**What needs to be done:**
Please report every line in the entries that contains the string "вуліца".

Records from a data source:
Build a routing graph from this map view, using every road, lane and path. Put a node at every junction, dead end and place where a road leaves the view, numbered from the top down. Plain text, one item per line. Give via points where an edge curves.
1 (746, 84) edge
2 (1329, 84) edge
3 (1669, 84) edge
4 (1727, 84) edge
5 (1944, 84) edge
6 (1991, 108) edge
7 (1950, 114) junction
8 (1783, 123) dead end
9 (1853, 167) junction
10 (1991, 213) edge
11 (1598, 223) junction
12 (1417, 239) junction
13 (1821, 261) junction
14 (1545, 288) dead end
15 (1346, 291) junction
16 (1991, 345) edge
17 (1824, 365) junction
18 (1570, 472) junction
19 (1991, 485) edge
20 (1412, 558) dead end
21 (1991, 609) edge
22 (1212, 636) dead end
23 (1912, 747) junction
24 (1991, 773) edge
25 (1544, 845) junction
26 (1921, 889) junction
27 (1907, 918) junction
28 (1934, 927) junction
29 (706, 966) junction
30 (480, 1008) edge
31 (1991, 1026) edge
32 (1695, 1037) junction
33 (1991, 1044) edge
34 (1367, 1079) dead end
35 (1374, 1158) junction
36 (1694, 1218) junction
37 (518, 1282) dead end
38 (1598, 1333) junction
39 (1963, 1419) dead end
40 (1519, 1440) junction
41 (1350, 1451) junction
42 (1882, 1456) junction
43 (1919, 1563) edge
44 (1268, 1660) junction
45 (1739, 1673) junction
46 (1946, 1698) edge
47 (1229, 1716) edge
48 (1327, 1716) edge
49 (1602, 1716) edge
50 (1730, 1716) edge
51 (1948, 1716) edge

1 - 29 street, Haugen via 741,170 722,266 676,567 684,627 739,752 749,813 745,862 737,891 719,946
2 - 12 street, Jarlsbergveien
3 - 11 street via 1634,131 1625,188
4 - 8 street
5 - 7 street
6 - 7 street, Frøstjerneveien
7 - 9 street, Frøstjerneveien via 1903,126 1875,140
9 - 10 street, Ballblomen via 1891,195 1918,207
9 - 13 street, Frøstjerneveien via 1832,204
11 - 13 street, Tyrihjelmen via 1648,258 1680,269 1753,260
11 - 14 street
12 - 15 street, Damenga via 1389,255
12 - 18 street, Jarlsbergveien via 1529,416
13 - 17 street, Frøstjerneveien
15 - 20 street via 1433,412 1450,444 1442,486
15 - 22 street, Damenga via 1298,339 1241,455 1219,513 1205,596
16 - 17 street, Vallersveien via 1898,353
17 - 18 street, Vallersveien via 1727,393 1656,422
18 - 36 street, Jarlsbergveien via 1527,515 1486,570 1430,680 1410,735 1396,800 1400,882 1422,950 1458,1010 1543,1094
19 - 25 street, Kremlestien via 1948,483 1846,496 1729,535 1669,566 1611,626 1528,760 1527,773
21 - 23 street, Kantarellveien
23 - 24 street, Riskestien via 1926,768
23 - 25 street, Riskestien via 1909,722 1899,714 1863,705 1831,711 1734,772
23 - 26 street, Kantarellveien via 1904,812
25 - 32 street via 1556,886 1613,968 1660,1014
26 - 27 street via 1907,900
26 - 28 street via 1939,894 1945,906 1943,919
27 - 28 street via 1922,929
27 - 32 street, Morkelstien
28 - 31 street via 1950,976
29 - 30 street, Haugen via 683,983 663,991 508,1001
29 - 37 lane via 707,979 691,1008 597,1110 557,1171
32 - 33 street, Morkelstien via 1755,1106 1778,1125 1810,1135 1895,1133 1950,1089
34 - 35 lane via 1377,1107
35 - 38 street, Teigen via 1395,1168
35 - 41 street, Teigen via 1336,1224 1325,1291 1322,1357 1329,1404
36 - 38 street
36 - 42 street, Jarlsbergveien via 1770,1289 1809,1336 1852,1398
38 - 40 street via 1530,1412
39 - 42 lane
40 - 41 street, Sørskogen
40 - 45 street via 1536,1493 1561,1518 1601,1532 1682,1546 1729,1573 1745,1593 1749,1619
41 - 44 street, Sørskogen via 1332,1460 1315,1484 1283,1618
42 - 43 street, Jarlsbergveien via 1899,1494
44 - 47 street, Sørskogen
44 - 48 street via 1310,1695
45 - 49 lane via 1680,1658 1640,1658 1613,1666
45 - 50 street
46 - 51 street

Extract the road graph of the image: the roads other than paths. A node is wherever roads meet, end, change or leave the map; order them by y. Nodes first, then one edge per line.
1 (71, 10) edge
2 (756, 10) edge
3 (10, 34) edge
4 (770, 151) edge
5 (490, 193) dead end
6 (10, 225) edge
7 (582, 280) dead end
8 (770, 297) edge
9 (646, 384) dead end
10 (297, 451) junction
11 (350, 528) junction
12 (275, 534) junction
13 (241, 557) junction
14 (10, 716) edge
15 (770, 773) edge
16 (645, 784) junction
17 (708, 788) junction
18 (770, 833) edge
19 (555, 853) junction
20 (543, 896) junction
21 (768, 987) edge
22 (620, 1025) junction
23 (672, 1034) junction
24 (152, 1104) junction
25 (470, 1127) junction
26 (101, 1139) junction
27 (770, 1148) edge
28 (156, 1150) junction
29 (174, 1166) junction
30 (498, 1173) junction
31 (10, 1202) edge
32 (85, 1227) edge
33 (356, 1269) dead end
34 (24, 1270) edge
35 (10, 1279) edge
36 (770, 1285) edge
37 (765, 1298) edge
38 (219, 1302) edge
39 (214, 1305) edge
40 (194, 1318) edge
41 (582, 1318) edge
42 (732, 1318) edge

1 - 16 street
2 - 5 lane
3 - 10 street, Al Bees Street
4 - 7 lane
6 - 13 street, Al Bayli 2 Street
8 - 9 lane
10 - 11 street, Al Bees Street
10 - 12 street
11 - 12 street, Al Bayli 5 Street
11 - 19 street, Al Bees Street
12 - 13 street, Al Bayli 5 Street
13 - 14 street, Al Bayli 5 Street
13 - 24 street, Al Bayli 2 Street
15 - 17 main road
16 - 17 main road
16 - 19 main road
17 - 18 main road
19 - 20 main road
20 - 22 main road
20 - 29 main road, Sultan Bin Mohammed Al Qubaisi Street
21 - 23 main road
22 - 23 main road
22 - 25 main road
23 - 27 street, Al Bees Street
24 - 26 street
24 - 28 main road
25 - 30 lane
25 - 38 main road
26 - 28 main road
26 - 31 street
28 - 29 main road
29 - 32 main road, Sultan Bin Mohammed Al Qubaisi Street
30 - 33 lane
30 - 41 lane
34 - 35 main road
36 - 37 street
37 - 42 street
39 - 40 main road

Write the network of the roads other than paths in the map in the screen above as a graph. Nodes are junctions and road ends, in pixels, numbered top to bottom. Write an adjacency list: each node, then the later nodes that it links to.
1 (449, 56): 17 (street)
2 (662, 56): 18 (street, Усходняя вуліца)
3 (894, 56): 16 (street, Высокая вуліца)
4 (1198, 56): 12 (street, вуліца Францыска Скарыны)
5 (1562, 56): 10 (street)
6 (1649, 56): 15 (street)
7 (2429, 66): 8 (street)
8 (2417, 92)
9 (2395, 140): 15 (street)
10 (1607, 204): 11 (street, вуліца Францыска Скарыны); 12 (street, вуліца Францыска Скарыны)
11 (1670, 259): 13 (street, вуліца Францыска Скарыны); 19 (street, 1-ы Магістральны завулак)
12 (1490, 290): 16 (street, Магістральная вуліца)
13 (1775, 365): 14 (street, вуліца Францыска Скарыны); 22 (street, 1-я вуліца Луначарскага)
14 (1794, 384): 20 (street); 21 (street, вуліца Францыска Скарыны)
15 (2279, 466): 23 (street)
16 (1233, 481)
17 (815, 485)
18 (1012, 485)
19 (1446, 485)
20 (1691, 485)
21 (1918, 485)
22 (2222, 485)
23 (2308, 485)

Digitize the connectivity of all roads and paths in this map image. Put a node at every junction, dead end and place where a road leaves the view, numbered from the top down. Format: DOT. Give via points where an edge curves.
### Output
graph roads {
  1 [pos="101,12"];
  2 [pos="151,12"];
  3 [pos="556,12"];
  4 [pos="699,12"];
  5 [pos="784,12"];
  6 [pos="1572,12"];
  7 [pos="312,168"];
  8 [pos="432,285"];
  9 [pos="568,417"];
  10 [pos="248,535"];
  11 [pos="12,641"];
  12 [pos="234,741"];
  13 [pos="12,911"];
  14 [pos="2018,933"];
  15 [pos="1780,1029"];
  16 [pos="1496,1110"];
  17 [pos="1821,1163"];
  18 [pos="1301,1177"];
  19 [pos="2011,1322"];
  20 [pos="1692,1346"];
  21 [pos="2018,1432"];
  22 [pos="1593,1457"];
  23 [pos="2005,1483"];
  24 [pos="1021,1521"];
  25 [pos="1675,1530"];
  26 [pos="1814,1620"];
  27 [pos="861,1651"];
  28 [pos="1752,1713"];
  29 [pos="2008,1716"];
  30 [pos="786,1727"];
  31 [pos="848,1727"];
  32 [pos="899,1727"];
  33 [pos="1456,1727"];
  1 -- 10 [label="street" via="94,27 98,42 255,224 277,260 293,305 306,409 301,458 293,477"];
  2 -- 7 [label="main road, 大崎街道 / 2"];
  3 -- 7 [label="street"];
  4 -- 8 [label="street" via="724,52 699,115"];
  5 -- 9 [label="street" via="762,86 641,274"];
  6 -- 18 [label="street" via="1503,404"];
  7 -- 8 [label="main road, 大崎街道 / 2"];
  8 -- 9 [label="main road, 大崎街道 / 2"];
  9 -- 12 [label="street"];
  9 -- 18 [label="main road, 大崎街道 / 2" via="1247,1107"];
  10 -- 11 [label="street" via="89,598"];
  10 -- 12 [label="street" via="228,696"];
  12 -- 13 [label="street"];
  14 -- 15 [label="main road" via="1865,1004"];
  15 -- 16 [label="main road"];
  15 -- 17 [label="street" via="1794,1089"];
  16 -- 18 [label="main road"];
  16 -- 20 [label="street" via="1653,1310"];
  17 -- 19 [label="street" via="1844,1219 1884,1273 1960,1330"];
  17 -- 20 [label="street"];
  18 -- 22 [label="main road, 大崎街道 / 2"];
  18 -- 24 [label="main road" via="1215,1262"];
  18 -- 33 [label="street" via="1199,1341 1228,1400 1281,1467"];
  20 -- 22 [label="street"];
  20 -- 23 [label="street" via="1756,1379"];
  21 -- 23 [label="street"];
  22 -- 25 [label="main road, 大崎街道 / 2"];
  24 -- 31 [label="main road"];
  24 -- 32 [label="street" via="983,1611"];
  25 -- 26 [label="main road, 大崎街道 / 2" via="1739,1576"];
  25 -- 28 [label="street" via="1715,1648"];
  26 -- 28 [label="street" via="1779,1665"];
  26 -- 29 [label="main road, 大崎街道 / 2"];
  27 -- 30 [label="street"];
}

**Exercise result:**
2 (662, 56): 18 (street, Усходняя вуліца)
3 (894, 56): 16 (street, Высокая вуліца)
4 (1198, 56): 12 (street, вуліца Францыска Скарыны)
10 (1607, 204): 11 (street, вуліца Францыска Скарыны); 12 (street, вуліца Францыска Скарыны)
11 (1670, 259): 13 (street, вуліца Францыска Скарыны); 19 (street, 1-ы Магістральны завулак)
12 (1490, 290): 16 (street, Магістральная вуліца)
13 (1775, 365): 14 (street, вуліца Францыска Скарыны); 22 (street, 1-я вуліца Луначарскага)
14 (1794, 384): 20 (street); 21 (street, вуліца Францыска Скарыны)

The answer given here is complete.